Dos vários contos, os que mais me cativaram foram os de
Fariduddin Attar, nomeadamente A CONFERÊNCIA DAS AVES e TAMBÉM ISTO HÁ-DE
PASSAR, cujos resumos se apresentam abaixo.
A CONFERÊNCIA DAS AVES
Um certo número de aves entendeu um dia que deveria ter um rei.

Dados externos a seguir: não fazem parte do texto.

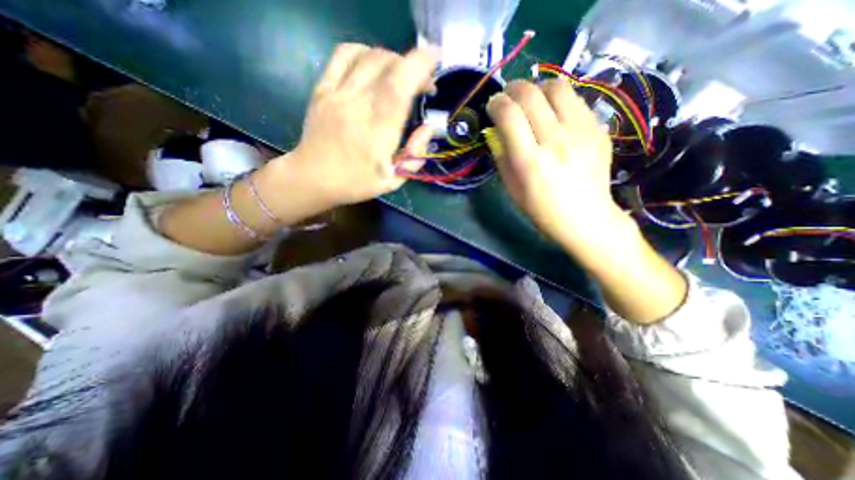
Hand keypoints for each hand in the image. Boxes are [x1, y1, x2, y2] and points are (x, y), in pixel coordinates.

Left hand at [284, 42, 437, 203]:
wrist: (312, 178)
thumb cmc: (356, 183)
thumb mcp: (393, 180)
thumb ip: (415, 155)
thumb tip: (429, 128)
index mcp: (379, 130)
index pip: (401, 84)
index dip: (421, 64)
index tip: (437, 59)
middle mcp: (359, 104)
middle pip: (388, 63)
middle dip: (413, 65)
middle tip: (422, 84)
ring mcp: (338, 93)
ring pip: (369, 55)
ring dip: (392, 59)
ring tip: (400, 76)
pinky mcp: (322, 88)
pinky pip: (343, 55)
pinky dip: (364, 52)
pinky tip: (372, 65)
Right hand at [488, 76, 625, 251]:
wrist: (586, 217)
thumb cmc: (541, 209)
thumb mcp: (511, 188)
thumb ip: (501, 155)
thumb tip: (497, 128)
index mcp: (529, 161)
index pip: (509, 114)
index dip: (496, 103)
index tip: (493, 106)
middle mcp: (555, 140)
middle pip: (530, 94)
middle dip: (512, 89)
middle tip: (508, 97)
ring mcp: (581, 131)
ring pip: (556, 87)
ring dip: (537, 88)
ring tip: (532, 100)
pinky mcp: (598, 128)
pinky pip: (575, 99)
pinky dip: (558, 99)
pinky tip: (553, 113)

Tomada a decisão, pediram a uma sábia e prudente poupa – um pássaro com uma
crista em feitio de leque – que lhes concedesse ajuda na busca do rei. A poupa
disse-lhe que o rei por que ansiavam tinha o nome de Simurgh, o que no idioma
persa significa «trinta aves», e que vivia num esconderijo da montanha de Kaf;
e disse-lhes também que a viagem até esse sítio era perigosa e difícil. As aves
imploram à poupa que as guiasse. A poupa deu o seu acordo e começou a instruir
as aves uma a uma, tendo em conta os diversos níveis de entendimento e os
variados temperamentos individuais. Fez-lhes saber que, para alcançarem o cume
da montanha, teriam de passar por cinco vales e dois desertos; depois de
haverem atravessado o último deserto, então poderiam entrar no palácio do rei.
(…)
Depois a poupa deliciou as outras aves, contando-lhes
histórias prodigiosas sobre aqueles que já haviam empreendido a perigosa
jornada. Attar usa um vastíssimo imaginário simbólico e, tal como na história
do rouxinol, cada um dos contos oferece ao leitor o deleite da contemplação de
um mais profundo significado.
(…)
Depois de haverem ouvido a poupa a descrever-lhes o que as
esperava, as aves ficaram tão excitadas que imediatamente reataram a jornada. Durante
o caminho, algumas morreram de calor e outra afogaram-se no mar; também houve
as que foram vencidas pelo cansaço e não puderam continuar; animais bravios
caçaram umas tantas e ainda outras cederam às tentações dos lugares por onde
passavam e assim se distraíram e perderam, e para trás foram deixadas. Apenas trinta
de todas aquelas aves lograram alcançar o seu destino – a Montanha de Kaf.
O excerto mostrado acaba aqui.